Cabinet Minister, Madhya Pradesh Government
- In office 2 July 2020 -2023
- Chief Minister: Shivraj Singh Chouhan
- Ministry and Departments: Tourism; Culture & Adhyatm;
- Preceded by: Vijayalaxmi Sadho; Surendra Singh Baghel;

Member of the Madhya Pradesh Legislative Assembly
- Incumbent
- Assumed office December 2018
- Preceded by: Kailash Vijayvargiya
- Constituency: Mhow
- Majority: 97,009 (49.86%)
- In office 2013 – December 2018
- Succeeded by: Akash Vijayvargiya
- Constituency: Indore-3
- In office 2003–2008
- Succeeded by: Sudarshan Gupta
- Constituency: Indore-1

Personal details
- Born: Indore, Madhya Pradesh
- Party: Bharatiya Janata Party

= Usha Thakur =

Indian politician

Usha Thakur is an Indian politician and a member of Madhya Pradesh Legislative Assembly. She belongs to Bharatiya Janata Party. She is the former Cabinet Minister in the Government of Madhya Pradesh.

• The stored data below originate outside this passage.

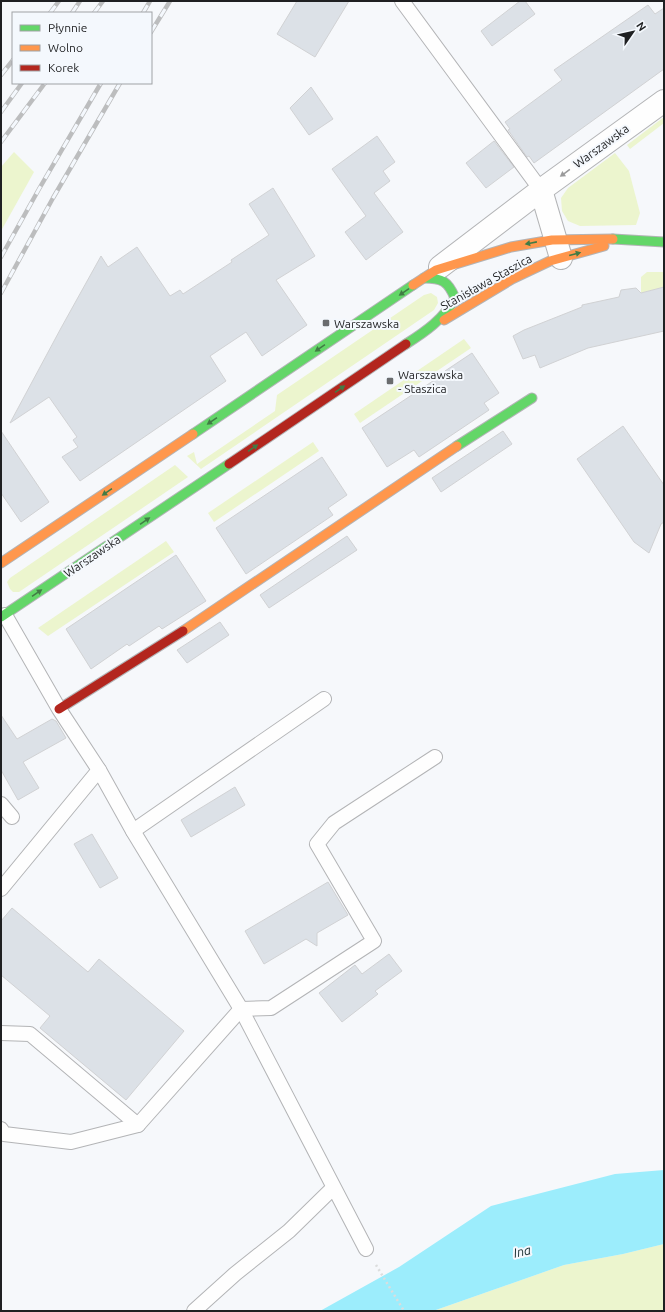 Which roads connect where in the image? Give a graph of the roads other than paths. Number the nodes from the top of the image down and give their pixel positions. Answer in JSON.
{"nodes":[{"id":1,"x":402,"y":1,"type":"edge"},
{"id":2,"x":664,"y":101,"type":"edge"},
{"id":3,"x":541,"y":190,"type":"junction"},
{"id":4,"x":626,"y":240,"type":"junction"},
{"id":5,"x":664,"y":242,"type":"edge"},
{"id":6,"x":558,"y":249,"type":"junction"},
{"id":7,"x":430,"y":274,"type":"junction"},
{"id":8,"x":429,"y":329,"type":"junction"},
{"id":9,"x":532,"y":398,"type":"dead end"},
{"id":10,"x":1,"y":563,"type":"edge"},
{"id":11,"x":2,"y":614,"type":"edge"},
{"id":12,"x":324,"y":699,"type":"dead end"},
{"id":13,"x":59,"y":709,"type":"junction"},
{"id":14,"x":435,"y":757,"type":"dead end"},
{"id":15,"x":99,"y":770,"type":"junction"},
{"id":16,"x":1,"y":804,"type":"edge"},
{"id":17,"x":12,"y":817,"type":"dead end"},
{"id":18,"x":133,"y":831,"type":"junction"},
{"id":19,"x":1,"y":890,"type":"edge"},
{"id":20,"x":241,"y":1009,"type":"junction"},
{"id":21,"x":1,"y":1033,"type":"edge"},
{"id":22,"x":138,"y":1125,"type":"junction"},
{"id":23,"x":2,"y":1134,"type":"edge"},
{"id":24,"x":333,"y":1188,"type":"junction"},
{"id":25,"x":366,"y":1249,"type":"road end"},
{"id":26,"x":194,"y":1311,"type":"edge"}],
"edges":[{"from":1,"to":3,"type":"lane"},
{"from":2,"to":3,"type":"street","name":"Warszawska","one_way":true},
{"from":3,"to":6,"type":"street"},
{"from":3,"to":7,"type":"street","name":"Warszawska"},
{"from":4,"to":5,"type":"main road","name":"Stanisława Staszica"},
{"from":6,"to":4,"type":"main road","name":"Stanisława Staszica","one_way":true},
{"from":4,"to":6,"type":"main road","name":"Stanisława Staszica"},
{"from":6,"to":7,"type":"main road","name":"Stanisława Staszica","one_way":true},
{"from":6,"to":8,"type":"main road","name":"Stanisława Staszica"},
{"from":7,"to":8,"type":"main road","name":"Warszawska"},
{"from":7,"to":10,"type":"main road","name":"Warszawska","one_way":true},
{"from":11,"to":8,"type":"main road","name":"Warszawska","one_way":true},
{"from":9,"to":13,"type":"main road"},
{"from":11,"to":13,"type":"lane"},
{"from":12,"to":18,"type":"lane"},
{"from":13,"to":15,"type":"lane"},
{"from":14,"to":20,"type":"lane"},
{"from":15,"to":18,"type":"lane"},
{"from":15,"to":19,"type":"lane"},
{"from":16,"to":17,"type":"lane"},
{"from":18,"to":20,"type":"lane"},
{"from":20,"to":22,"type":"lane"},
{"from":20,"to":24,"type":"lane"},
{"from":21,"to":22,"type":"lane"},
{"from":22,"to":23,"type":"lane"},
{"from":24,"to":25,"type":"lane"},
{"from":24,"to":26,"type":"lane"}]} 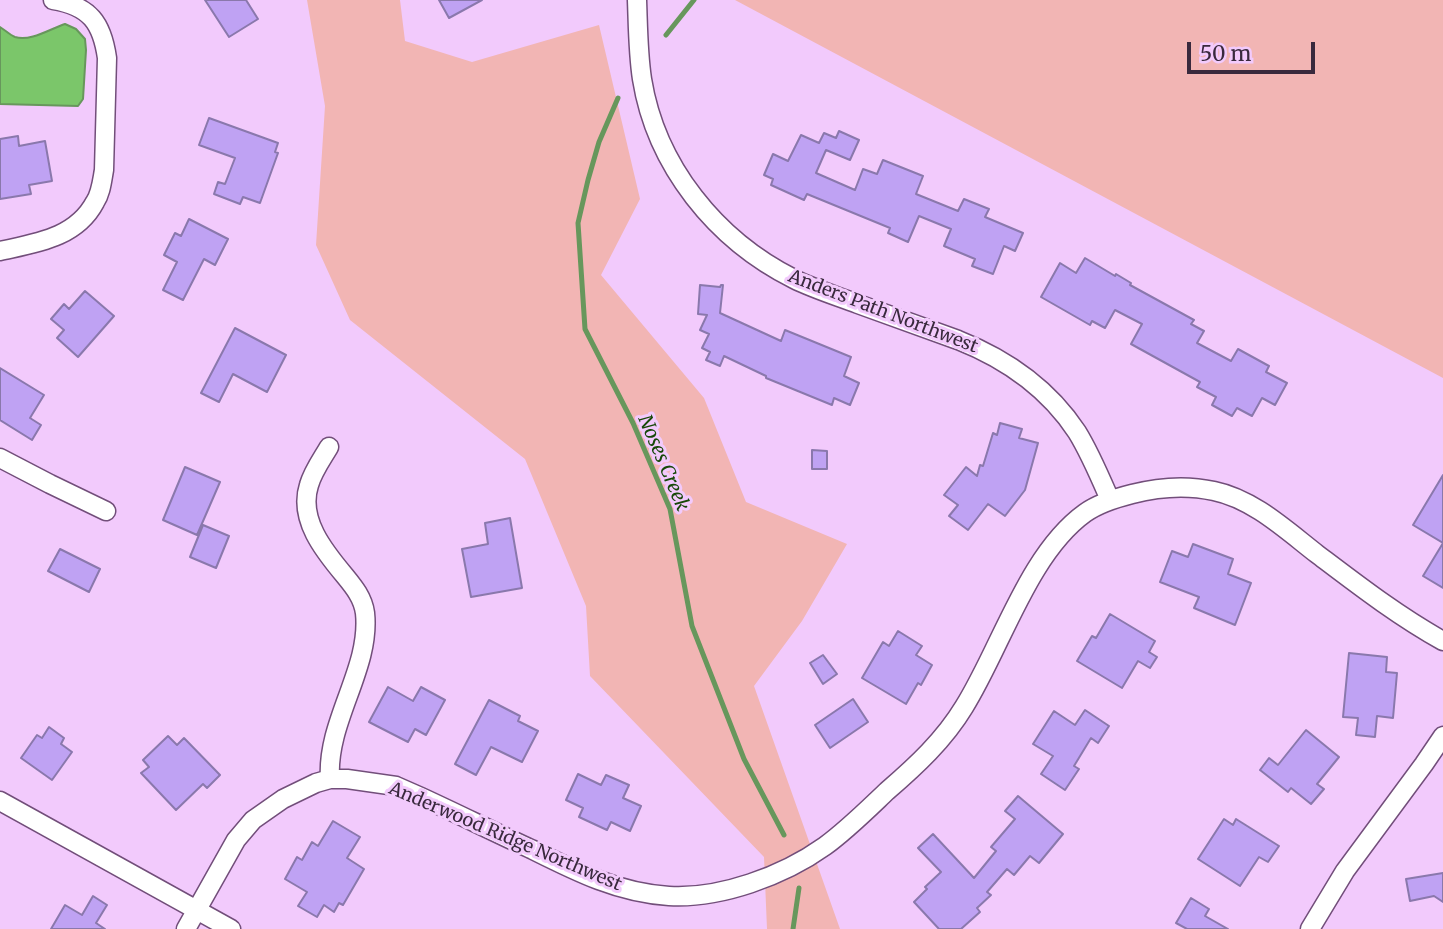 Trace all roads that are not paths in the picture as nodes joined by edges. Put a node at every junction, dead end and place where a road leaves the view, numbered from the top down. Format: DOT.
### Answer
graph roads {
  1 [pos="53,0"];
  2 [pos="637,0"];
  3 [pos="0,251"];
  4 [pos="329,447"];
  5 [pos="0,458"];
  6 [pos="1110,500"];
  7 [pos="106,511"];
  8 [pos="1443,641"];
  9 [pos="1443,736"];
  10 [pos="330,779"];
  11 [pos="0,801"];
  12 [pos="197,910"];
  13 [pos="186,929"];
  14 [pos="231,929"];
  15 [pos="1310,929"];
  1 -- 3 [label="street"];
  2 -- 6 [label="street, Anders Path Northwest"];
  4 -- 10 [label="street"];
  5 -- 7 [label="street"];
  6 -- 8 [label="street, Anderwood Ridge Northwest"];
  6 -- 10 [label="street, Anderwood Ridge Northwest"];
  9 -- 15 [label="street"];
  10 -- 12 [label="street, Anderwood Ridge Northwest"];
  11 -- 12 [label="street"];
  12 -- 13 [label="street, Anderwood Ridge Northwest"];
  12 -- 14 [label="street"];
} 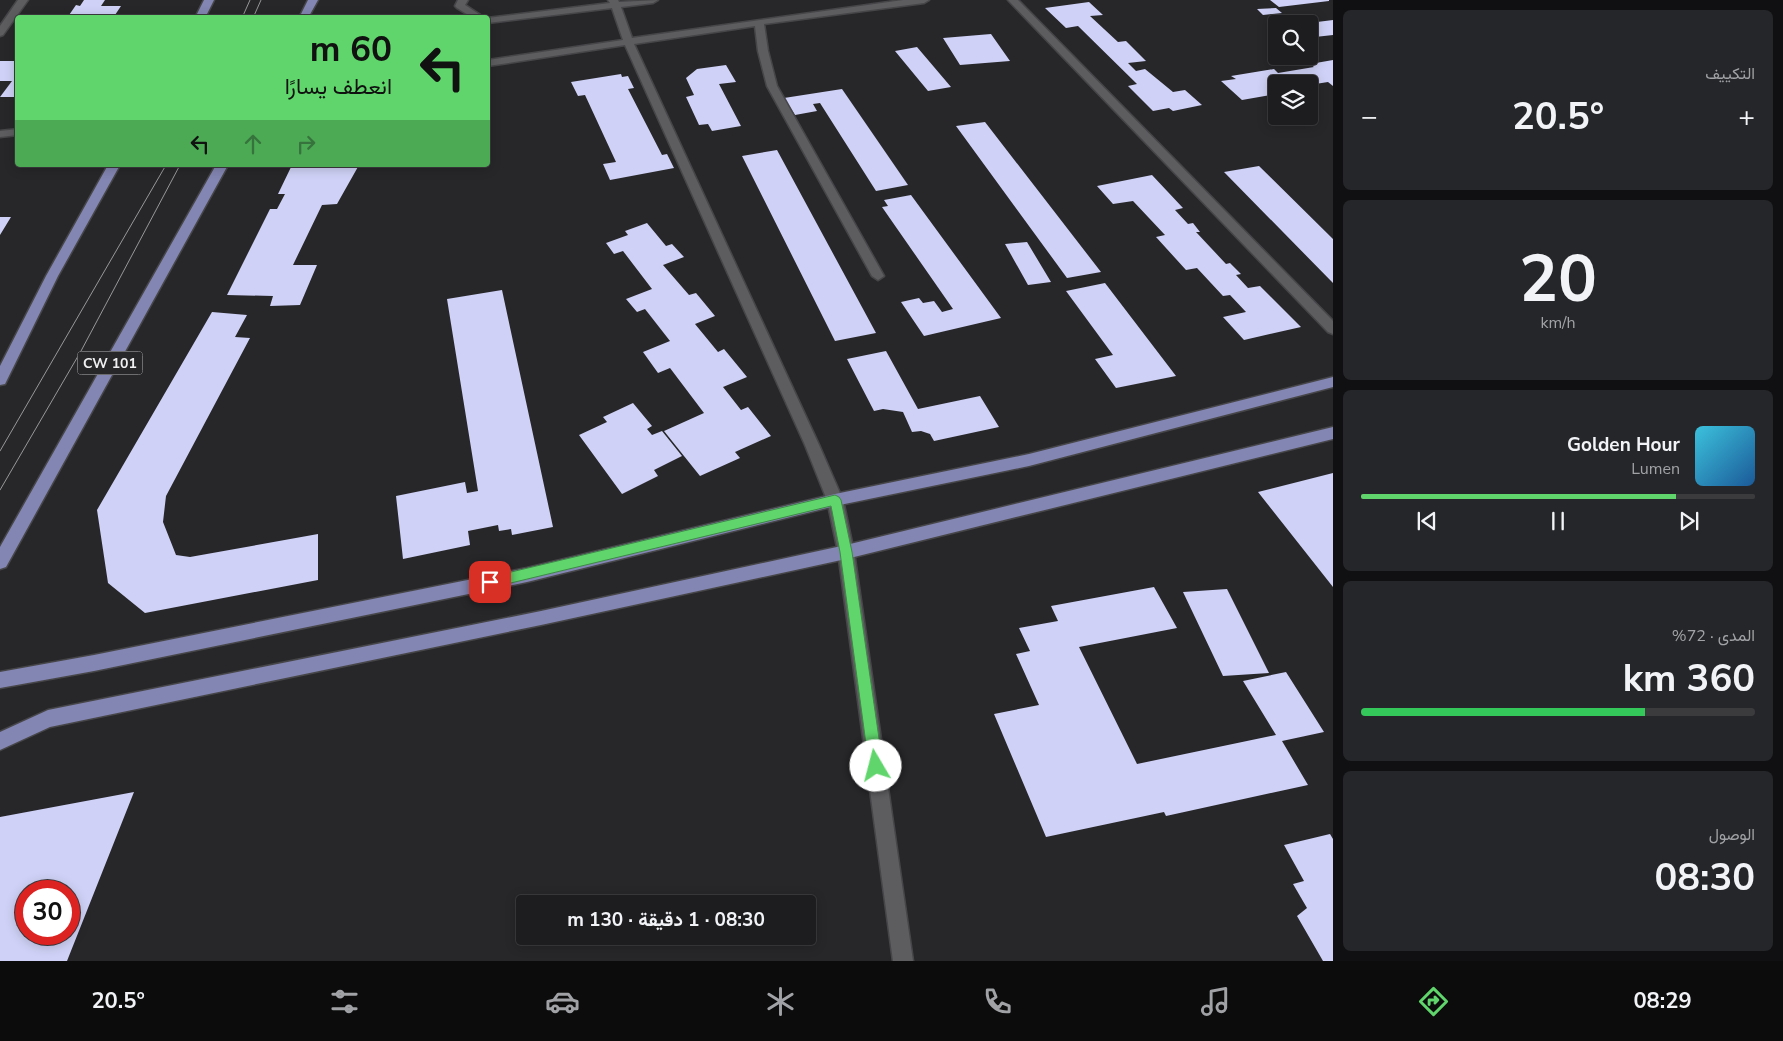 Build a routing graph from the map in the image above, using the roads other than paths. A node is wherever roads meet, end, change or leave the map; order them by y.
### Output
1 (23, 0) edge
2 (209, 0) edge
3 (313, 0) edge
4 (463, 0) edge
5 (653, 0) edge
6 (924, 0) edge
7 (1013, 0) edge
8 (614, 2) edge
9 (202, 15) edge
10 (305, 15) edge
11 (476, 15) edge
12 (490, 20) edge
13 (759, 22) junction
14 (0, 32) edge
15 (628, 41) junction
16 (490, 63) edge
17 (15, 132) edge
18 (0, 134) edge
19 (221, 167) edge
20 (111, 168) edge
21 (878, 276) dead end
22 (1333, 329) edge
23 (0, 380) edge
24 (1333, 382) edge
25 (1333, 433) edge
26 (835, 500) junction
27 (846, 552) junction
28 (0, 562) edge
29 (0, 680) edge
30 (0, 741) edge
31 (903, 961) edge

1 - 14 street
2 - 9 main road
3 - 10 main road
4 - 11 street
5 - 8 street
6 - 13 street
7 - 22 street
8 - 12 street
8 - 15 street
13 - 15 street
13 - 21 street
15 - 16 street
15 - 26 street
17 - 18 street
19 - 28 main road, CW 101
20 - 23 main road
24 - 26 main road
25 - 27 main road
26 - 27 street
26 - 29 main road
27 - 30 main road
27 - 31 street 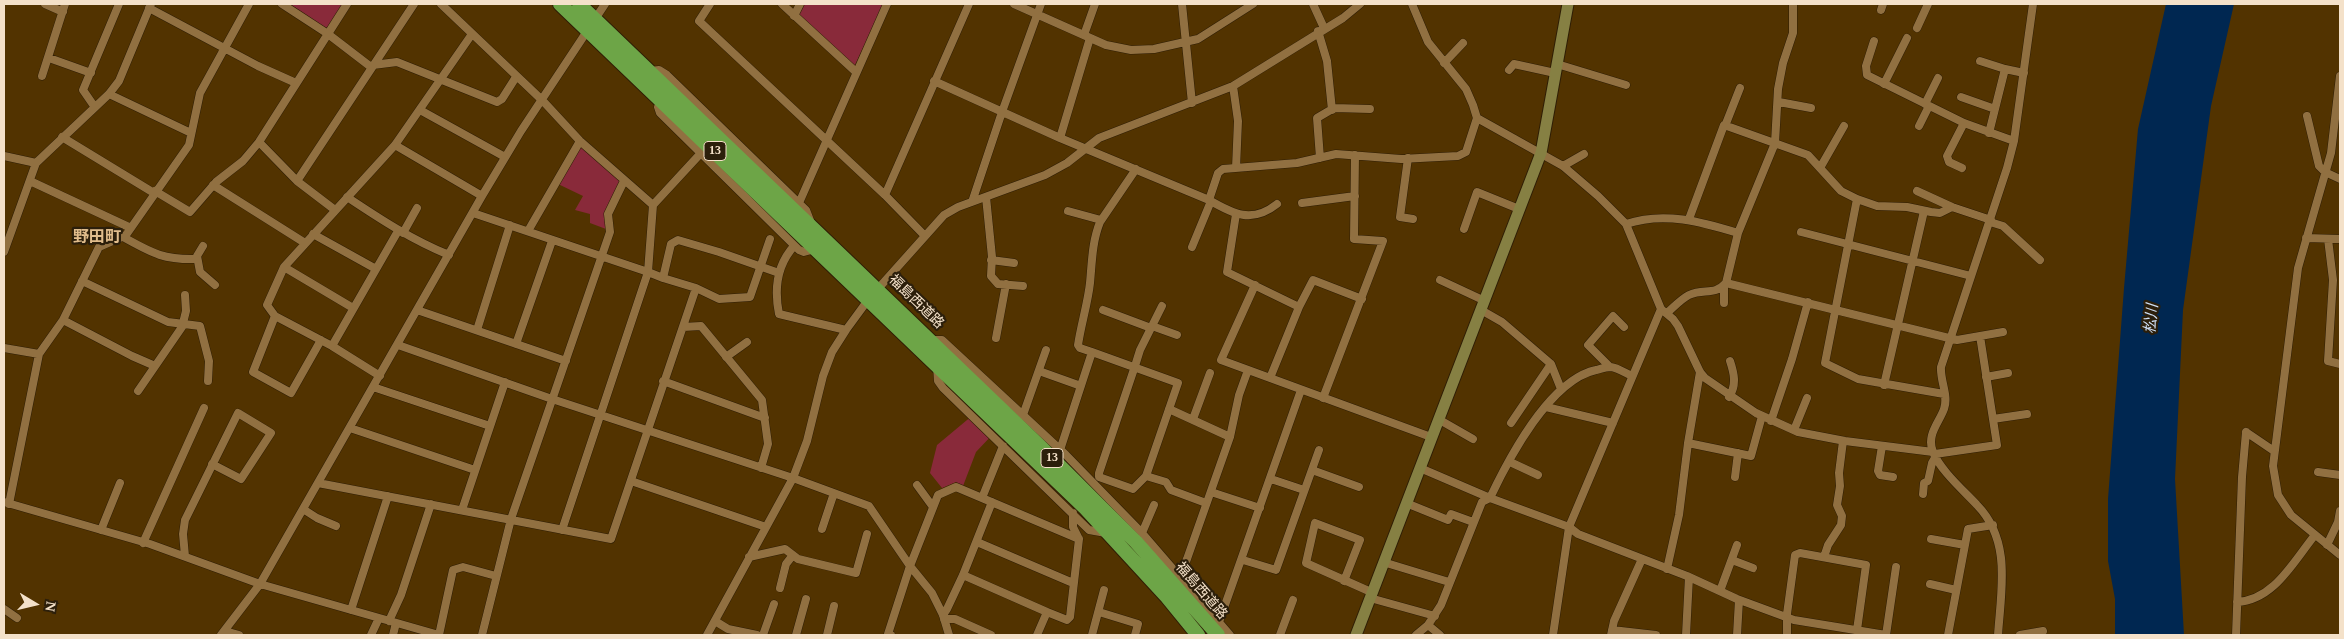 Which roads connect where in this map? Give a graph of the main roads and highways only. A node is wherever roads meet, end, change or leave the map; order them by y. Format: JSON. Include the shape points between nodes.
{"nodes":[{"id":1,"x":560,"y":4,"type":"edge"},
{"id":2,"x":579,"y":4,"type":"edge"},
{"id":3,"x":591,"y":24,"type":"junction"},
{"id":4,"x":1218,"y":629,"type":"edge"},
{"id":5,"x":1195,"y":633,"type":"edge"}],
"edges":[{"from":1,"to":3,"type":"highway","name":"福島西道路","number":"13"},
{"from":2,"to":3,"type":"highway","name":"福島西道路","number":"13"},
{"from":3,"to":4,"type":"highway","name":"福島西道路","number":"13","via":[[651,71],[718,139],[932,340],[1136,542]]},
{"from":3,"to":5,"type":"highway","name":"福島西道路","number":"13","via":[[661,100],[1086,509]]}]}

==Early life and education==
Usha Thakur was born in Indore in an average middle-class family. She developed interest in poetry and Hindi literature from childhood and later pursued an M.A. in History. She also sings Bhajan in religious ceremonies and is very vocal on her views on women.

==Controversies==
Usha Thakur courted controversy by supporting banning of Muslim youths from Navratra Garba venues, alleging that Muslim youths court Hindu girls with a ploy to convert them to Islam. She also urged all the garba organizers in her constituency to verify the identities of all the entrants using their voter IDs.

On 25 September 2015, she said that Muslims should sacrifice their sons instead of goats if they value the qurbani festival.